Use Literate Programming For Tricky Code and Especially For Scripts

Literate programming was invented by Donald Knuth and used by him to develop his TeX system. Literate programming flows from the observations that software in textbooks is easier to understand than software in computers and that part of the reason for this is that software in textbooks doesn't stand alne. In fact, it is embedded within human readable explanations.

With literate programming, you write a textbook explanation of your code and include some annotations to identify the embedded code. Knuth built two tools to help. One of these weave, creates cross references and formats your text for printing. The other tangle, produces code for your compiler/interpretor. You can read about Knuth's system and its use in his book on the subject.

The literate programming tool I use was written by Norman Ramsey and is called noweb. You can read about it here. This language independent tool helps you weave both Latex and HTML versions of your literate program as well as tangle it for use with your compiler/interpretor.

In the approximately twenty years since it was invented, literate programming has not become a significant tool in producing production software. The reason probably is that writing a textbook, or a chapter of a textbook, to explain and present a a computer program is quite a bit more work than merely writing the program.

On the other hand, software that is embedded in a textbook is easier to understand than software in a computer. Tools to help understanding are important for the original programmer if the software is tricky. Tools to help understanding for maintenance programmers are important most of the time.

The Value Of Literate Programming

Ask yourself, "Where is need for understanding so great that the extra work of literate programming is worthwhile?"

One answer is that the tricky part of a program -- the part I previously advocated you should isolate in its own module -- is a good candidate for writing in a literate style. After all, there is no reason why a literate program cannot describe a module rather than a complete program.

Another answer is that scripts written for adaptation by others should be literate. Almost every mass distributed program worth its salt now has a scripting language. It is not uncommon for a programmer to need to deal with several of scripting languages during a year. Many encounters are rather brief -- the programmer customizes a tool for a user and goes on to something else. Because of this, the programmer may not know the scripting language very well and may rely on an example script to see what needs to be done.

Relying on an example script can be frustrating. Why is it the way it is? Explaining why can also be frustrating.
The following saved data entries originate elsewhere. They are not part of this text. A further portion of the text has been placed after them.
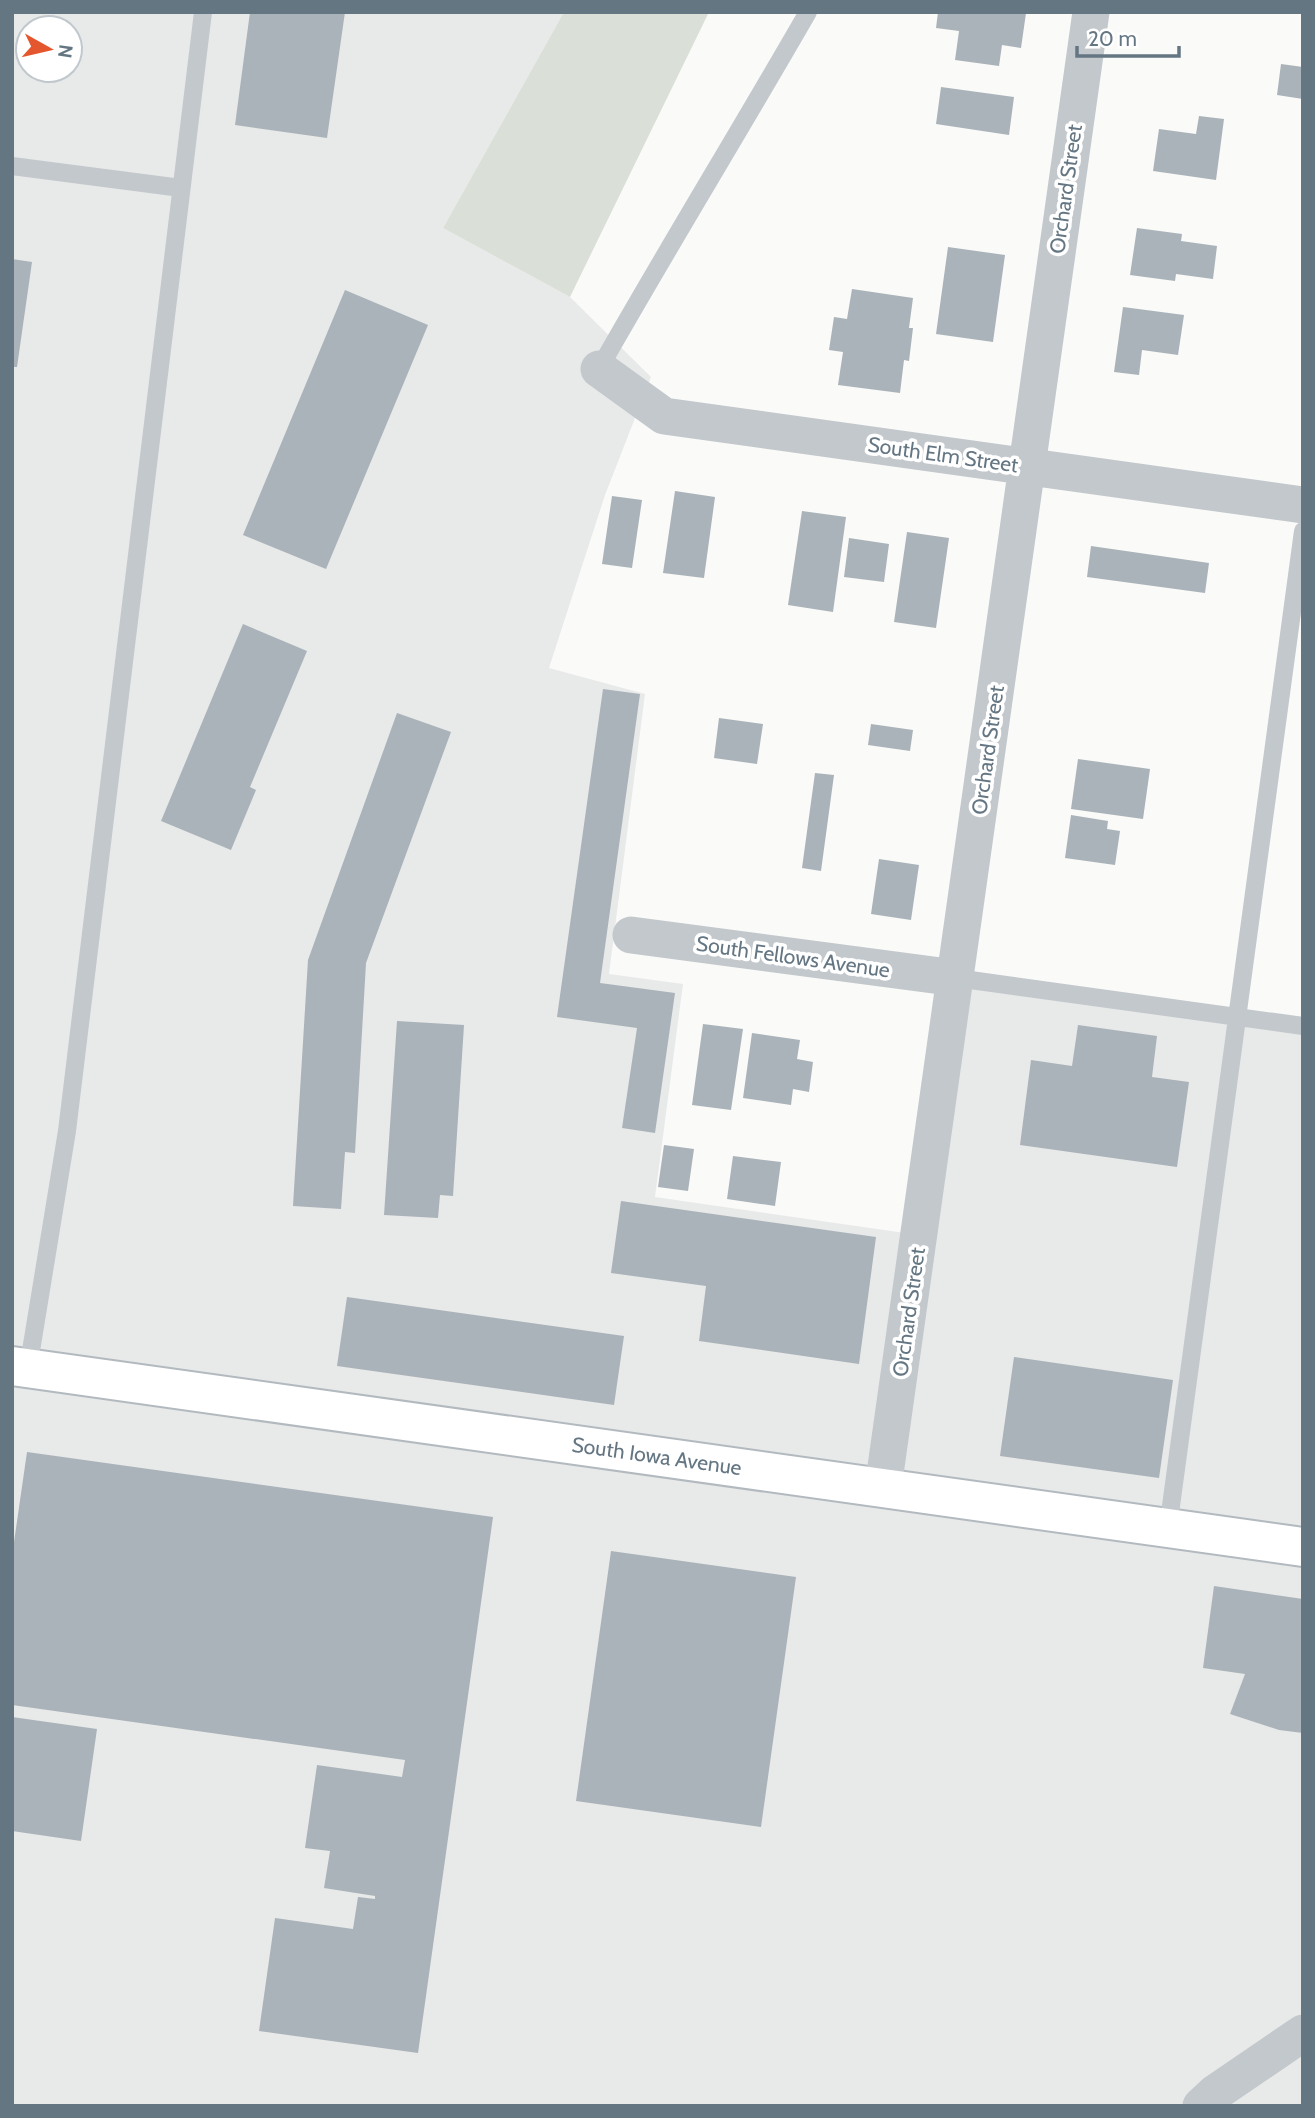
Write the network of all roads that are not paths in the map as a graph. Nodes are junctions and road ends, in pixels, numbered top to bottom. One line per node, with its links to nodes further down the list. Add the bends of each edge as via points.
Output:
1 (203, 12): 5 (lane)
2 (808, 12): 6 (lane)
3 (1091, 12): 7 (street, Orchard Street)
4 (12, 166): 5 (lane)
5 (181, 188): 14 (lane, via 67,1131)
6 (598, 369): 7 (street, South Elm Street, via 664,416)
7 (1028, 467): 8 (street, South Elm Street); 11 (street, Orchard Street)
8 (1303, 505)
9 (1303, 531): 12 (lane)
10 (631, 935): 11 (street, South Fellows Avenue)
11 (956, 978): 12 (lane); 15 (street, Orchard Street)
12 (1238, 1016): 13 (lane); 16 (lane)
13 (1303, 1026)
14 (20, 1368): 15 (main road, South Iowa Avenue)
15 (883, 1489): 16 (main road, South Iowa Avenue)
16 (1168, 1528): 17 (main road, South Iowa Avenue)
17 (1303, 1547)
18 (1303, 2033): 19 (street)
19 (1201, 2106)

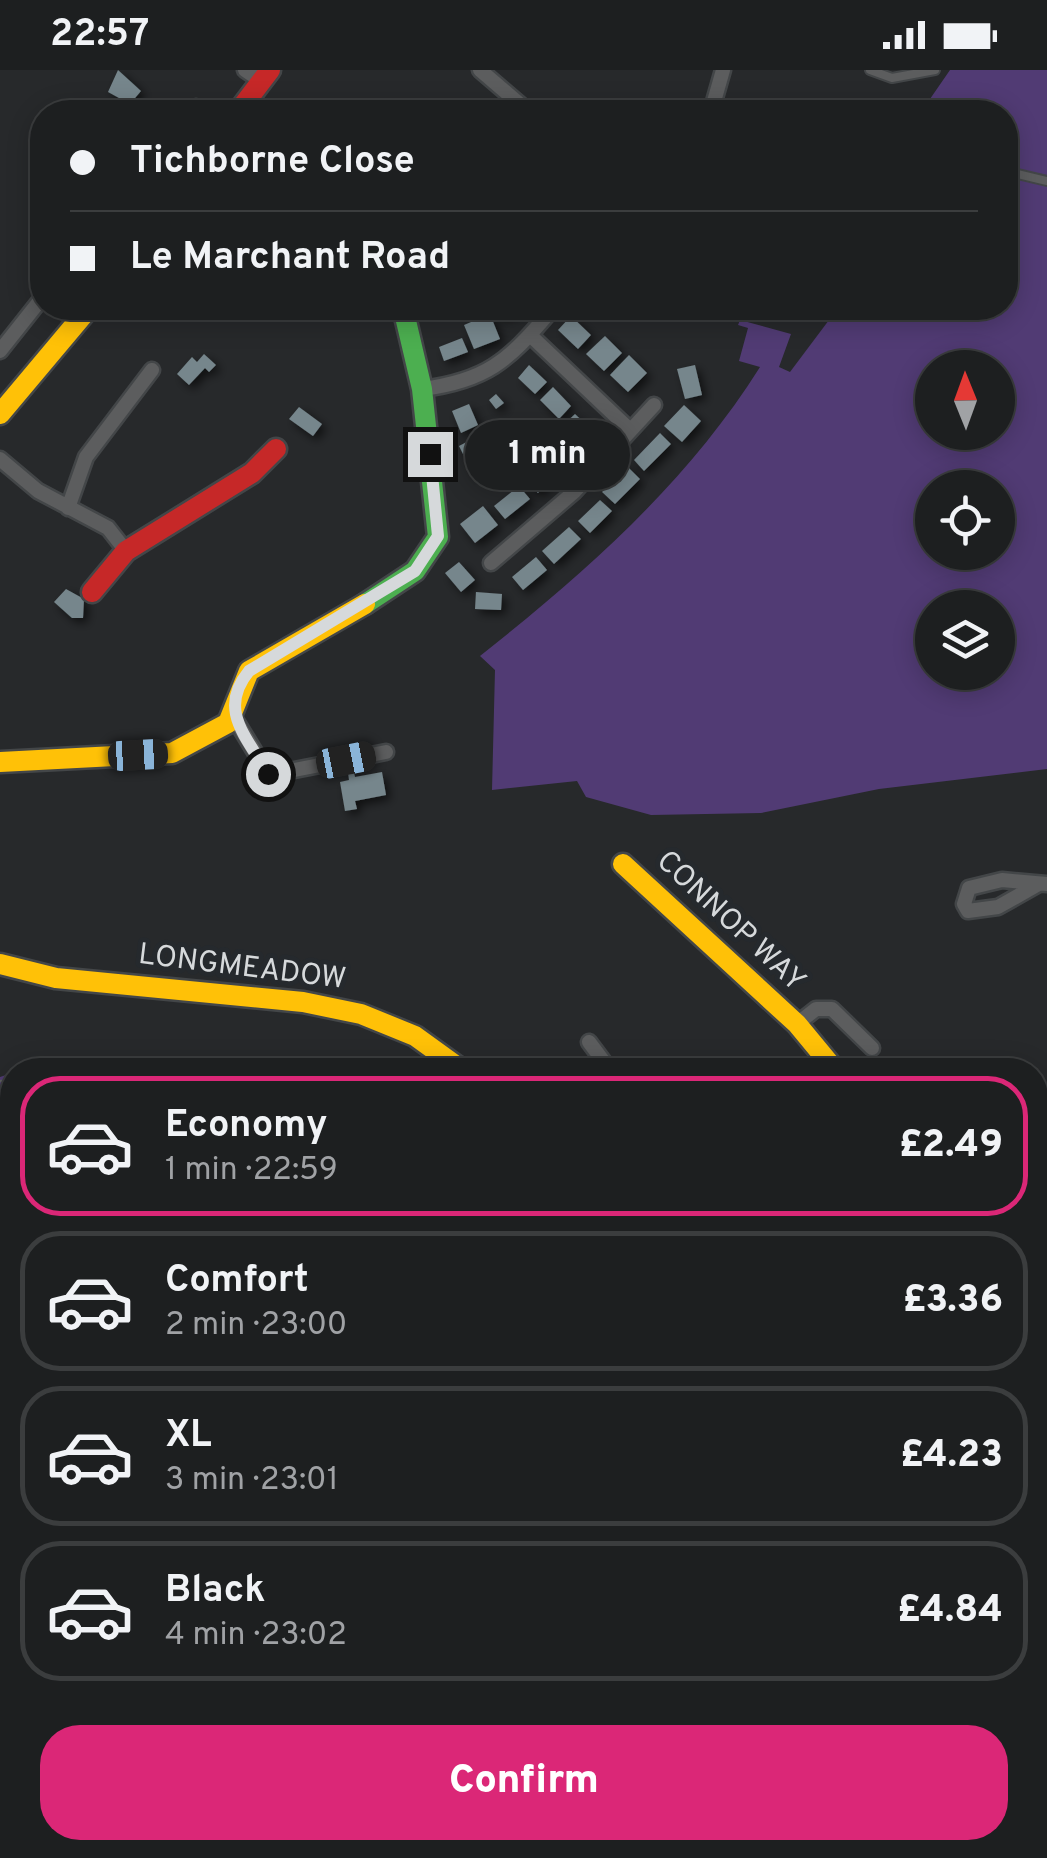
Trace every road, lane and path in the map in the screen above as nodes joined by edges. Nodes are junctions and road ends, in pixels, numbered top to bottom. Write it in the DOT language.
graph roads {
  1 [pos="480,70"];
  2 [pos="723,70"];
  3 [pos="870,70"];
  4 [pos="935,70"];
  5 [pos="259,74"];
  6 [pos="245,100"];
  7 [pos="516,100"];
  8 [pos="714,100"];
  9 [pos="1018,173"];
  10 [pos="1047,181"];
  11 [pos="30,313"];
  12 [pos="79,320"];
  13 [pos="407,320"];
  14 [pos="542,320"];
  15 [pos="530,335"];
  16 [pos="0,351"];
  17 [pos="152,370"];
  18 [pos="422,389"];
  19 [pos="654,405"];
  20 [pos="0,414"];
  21 [pos="628,428"];
  22 [pos="276,449"];
  23 [pos="0,459"];
  24 [pos="68,508"];
  25 [pos="126,552"];
  26 [pos="489,563"];
  27 [pos="92,592"];
  28 [pos="233,716"];
  29 [pos="386,752"];
  30 [pos="0,762"];
  31 [pos="623,864"];
  32 [pos="0,964"];
  33 [pos="797,1024"];
  34 [pos="589,1042"];
  35 [pos="872,1048"];
  36 [pos="446,1058"];
  37 [pos="599,1058"];
  38 [pos="825,1058"];
  1 -- 7 [label="street"];
  2 -- 8 [label="street"];
  3 -- 4 [label="lane"];
  5 -- 6 [label="street"];
  9 -- 10 [label="lane"];
  11 -- 16 [label="street"];
  12 -- 20 [label="street"];
  13 -- 18 [label="street"];
  14 -- 15 [label="street"];
  15 -- 18 [label="street"];
  15 -- 21 [label="street"];
  17 -- 24 [label="street"];
  18 -- 28 [label="street"];
  19 -- 21 [label="street"];
  21 -- 26 [label="street"];
  22 -- 25 [label="street"];
  23 -- 24 [label="street"];
  24 -- 25 [label="street"];
  25 -- 27 [label="street"];
  28 -- 29 [label="street"];
  28 -- 30 [label="street"];
  31 -- 33 [label="street, CONNOP WAY"];
  32 -- 36 [label="street, LONGMEADOW"];
  33 -- 35 [label="street, CONNOP WAY"];
  33 -- 38 [label="street, CONNOP WAY"];
  34 -- 37 [label="street"];
}
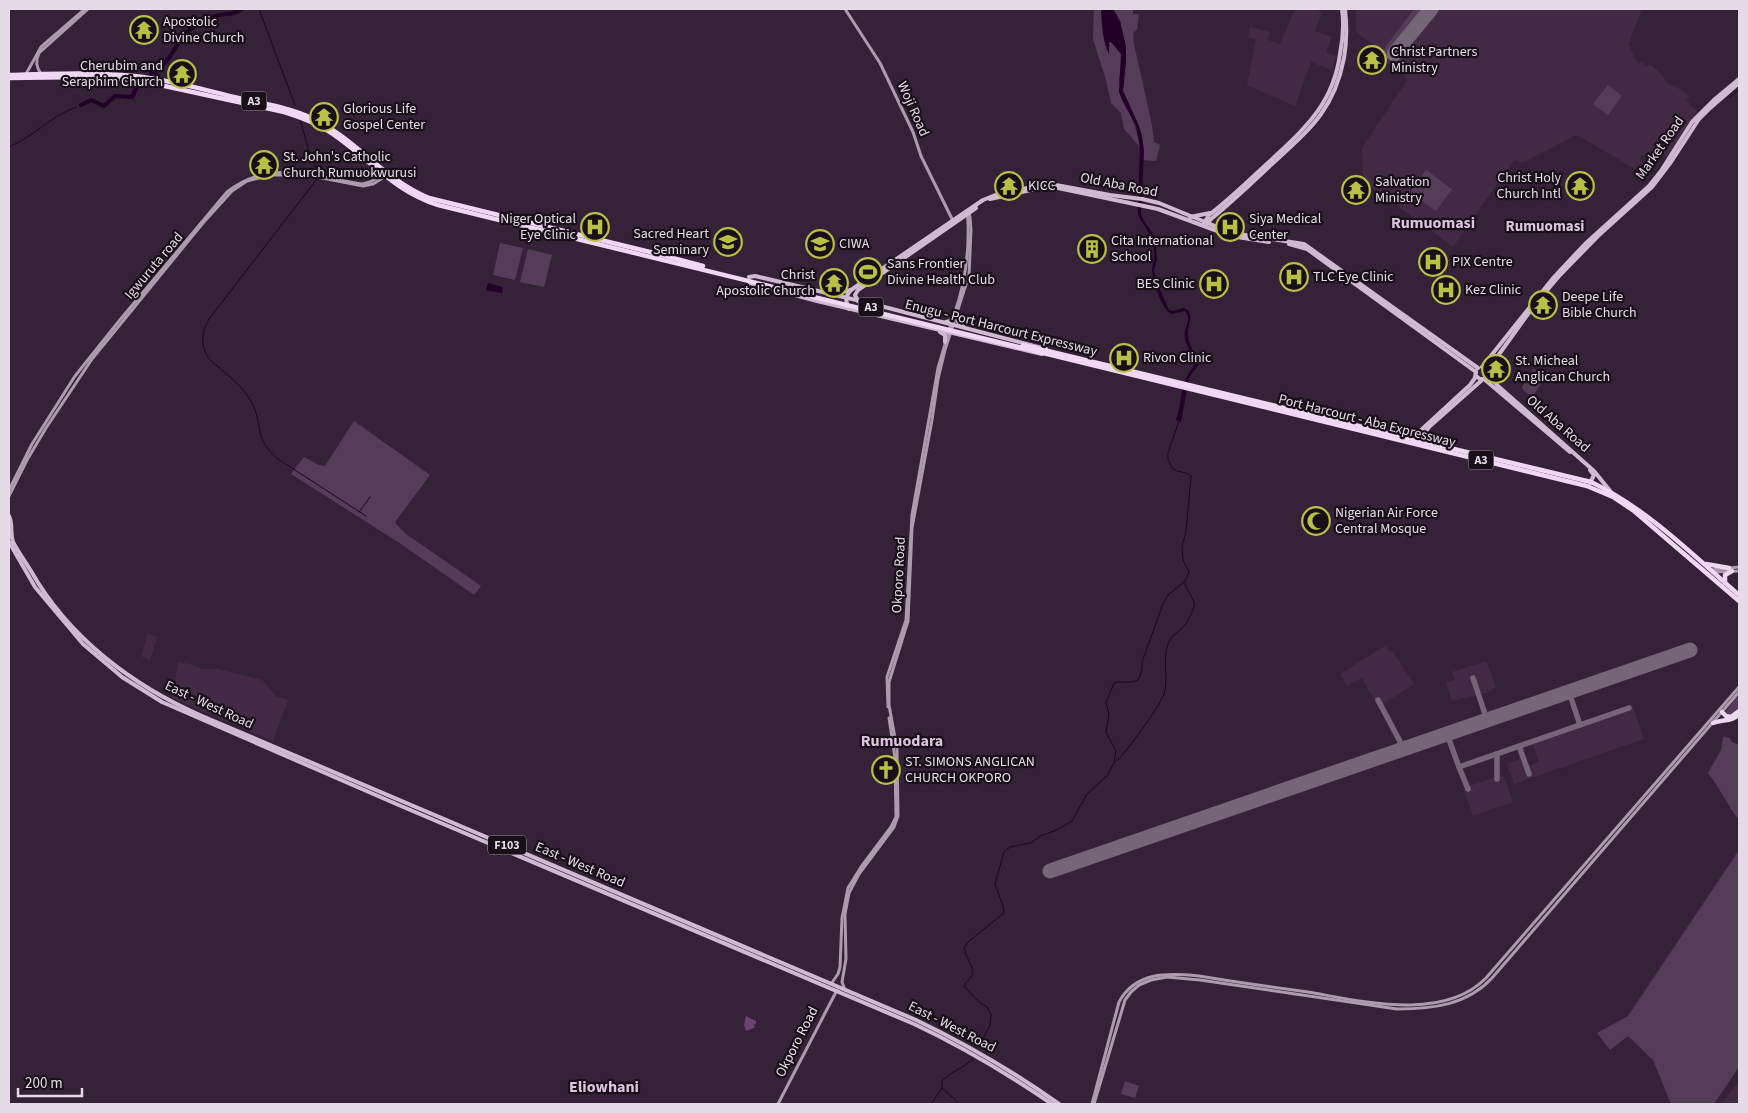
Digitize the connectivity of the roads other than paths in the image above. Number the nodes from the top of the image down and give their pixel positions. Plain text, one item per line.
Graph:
1 (86, 9) edge
2 (845, 9) edge
3 (1343, 9) edge
4 (26, 74) junction
5 (41, 74) junction
6 (9, 76) edge
7 (1739, 78) edge
8 (1739, 83) edge
9 (386, 175) junction
10 (220, 190) dead end
11 (227, 192) junction
12 (218, 197) dead end
13 (218, 202) junction
14 (967, 212) junction
15 (1213, 214) junction
16 (1190, 217) junction
17 (953, 221) junction
18 (1206, 224) junction
19 (1214, 226) junction
20 (736, 277) junction
21 (748, 277) junction
22 (769, 284) junction
23 (851, 290) junction
24 (832, 295) junction
25 (846, 298) junction
26 (858, 301) junction
27 (870, 304) junction
28 (849, 308) junction
29 (874, 314) junction
30 (956, 314) junction
31 (940, 321) junction
32 (952, 324) junction
33 (964, 327) junction
34 (934, 329) junction
35 (949, 333) junction
36 (945, 342) junction
37 (1055, 354) junction
38 (1478, 371) junction
39 (1488, 372) junction
40 (1483, 379) junction
41 (1189, 387) junction
42 (1422, 432) junction
43 (1407, 438) junction
44 (1416, 443) junction
45 (1427, 443) junction
46 (17, 477) junction
47 (1589, 484) junction
48 (9, 490) edge
49 (1611, 492) junction
50 (9, 496) edge
51 (9, 516) edge
52 (10, 527) edge
53 (9, 542) edge
54 (1704, 564) junction
55 (1739, 569) edge
56 (1730, 570) junction
57 (1713, 571) junction
58 (33, 580) junction
59 (1725, 583) junction
60 (1739, 595) edge
61 (1739, 601) edge
62 (895, 656) junction
63 (1739, 687) edge
64 (1739, 692) edge
65 (1722, 712) junction
66 (1739, 712) edge
67 (1713, 723) junction
68 (482, 838) junction
69 (838, 975) junction
70 (843, 977) junction
71 (831, 984) junction
72 (836, 990) junction
73 (845, 990) junction
74 (1109, 1047) junction
75 (778, 1104) edge
76 (1052, 1104) edge
77 (1059, 1104) edge
78 (1093, 1104) edge

1 - 4 main road
1 - 5 main road
2 - 17 main road, Woji Road
3 - 15 main road
4 - 5 highway, Enugu - Port Harcourt Expressway / A3
4 - 6 highway, Enugu - Port Harcourt Expressway / A3
5 - 9 highway, Enugu - Port Harcourt Expressway / A3
6 - 9 highway, Enugu - Port Harcourt Expressway / A3
7 - 38 main road, Market Road
8 - 39 main road, Market Road
9 - 11 main road, Igwuruta road
9 - 20 highway, Enugu - Port Harcourt Expressway / A3
9 - 21 highway, Enugu - Port Harcourt Expressway / A3
9 - 46 main road, Igwuruta road
10 - 11 main road
11 - 13 main road, Igwuruta road
12 - 13 main road
13 - 46 main road, Igwuruta road
14 - 16 main road, Old Aba Road
14 - 17 main road, Old Aba Road
14 - 18 main road, Old Aba Road
14 - 30 main road, Okporo Road
15 - 16 main road
15 - 18 main road
15 - 19 main road
16 - 18 main road, Old Aba Road
17 - 23 main road, Old Aba Road
17 - 26 main road, Old Aba Road
18 - 19 main road, Old Aba Road
18 - 38 main road, Old Aba Road
19 - 38 main road, Old Aba Road
20 - 22 highway, Enugu - Port Harcourt Expressway / A3
20 - 28 main road
21 - 22 highway, Enugu - Port Harcourt Expressway / A3
21 - 24 main road
22 - 37 highway, Enugu - Port Harcourt Expressway / A3
23 - 24 main road
23 - 25 main road, Old Aba Road
24 - 25 main road
25 - 26 main road
25 - 28 main road
26 - 27 main road
27 - 29 main road
27 - 31 main road
28 - 29 main road
29 - 34 main road
30 - 31 main road
30 - 32 main road, Okporo Road
30 - 33 main road
31 - 32 main road
32 - 33 main road
32 - 35 main road, Okporo Road
33 - 37 main road
34 - 35 main road
34 - 36 main road
35 - 36 main road, Okporo Road
35 - 37 main road
35 - 62 main road, Okporo Road
36 - 62 main road, Okporo Road
37 - 41 highway, Enugu - Port Harcourt Expressway / A3
38 - 39 main road, Old Aba Road
38 - 40 main road
38 - 42 main road, Market Road
39 - 40 main road, Market Road
39 - 49 main road, Old Aba Road
40 - 42 main road, Market Road
40 - 47 main road, Old Aba Road
41 - 43 highway, Port Harcourt - Aba Expressway / A3
41 - 44 highway, Port Harcourt - Aba Expressway / A3
42 - 43 highway
42 - 44 main road, Market Road
42 - 45 highway
43 - 44 highway, Port Harcourt - Aba Expressway / A3
44 - 45 highway, Port Harcourt - Aba Expressway / A3
44 - 47 highway, Port Harcourt - Aba Expressway / A3
45 - 47 highway, Port Harcourt - Aba Expressway / A3
46 - 48 main road
46 - 50 main road, Igwuruta road
47 - 49 highway, Port Harcourt - Aba Expressway / A3
47 - 61 highway, Port Harcourt - Aba Expressway / A3
49 - 54 highway, Port Harcourt - Aba Expressway / A3
51 - 52 main road, East - West Road
52 - 58 main road, East - West Road / F103
53 - 58 main road, East - West Road / F103
54 - 56 highway
54 - 57 highway, Port Harcourt - Aba Expressway / A3
55 - 56 main road
56 - 57 main road
56 - 59 highway
57 - 59 highway, Port Harcourt - Aba Expressway / A3
58 - 68 main road, East - West Road / F103
59 - 60 highway, Port Harcourt - Aba Expressway / A3
62 - 69 main road, Okporo Road
62 - 70 main road, Okporo Road
63 - 74 main road
64 - 65 main road
65 - 66 highway
65 - 67 main road
66 - 67 highway
67 - 74 main road
68 - 71 main road, East - West Road / F103
68 - 72 main road, East - West Road / F103
69 - 70 main road
69 - 71 main road, Okporo Road
70 - 73 main road, Okporo Road
71 - 73 main road, East - West Road / F103
72 - 75 main road, Okporo Road
72 - 76 main road, East - West Road / F103
73 - 77 main road, East - West Road / F103
74 - 78 main road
Sure you can write comments, but comments are a poor substitute for the flexibility literate programming gives you in your presentation style.

Here's an example -- its a subroutine do do lexical analysis written in pseudocode that is based on the Perl scripting language:

 

<<lexical subsystem>>= 

sub advance {

  return unless $Toke;

  $Toke = '';

  local($Where,$OldCur);

  for(;;) {

    if( <<a new Toke is found in Buffer>> ) {

       <<put Buffer up to Toke into Prev>>

       $StartChunk = 0;

       return;

    } else {

       <<put Buffer into Prev>>

       if( $Final ) {

          return;

       } else {

          &newBuffer;

       }

    }

  } 

}  

Pseudocode statements appear this way

 

<< ... >>  

The rest is Perl.

When this literate program is tangled, pseudocode phrases are replaced with Perl code. Although the example is in Perl, the noweb system can be used with any scripting language. When the literate program is woven for reading with a WWW browser, each pseudocode phrase becomes a hyperlink to the code it represents.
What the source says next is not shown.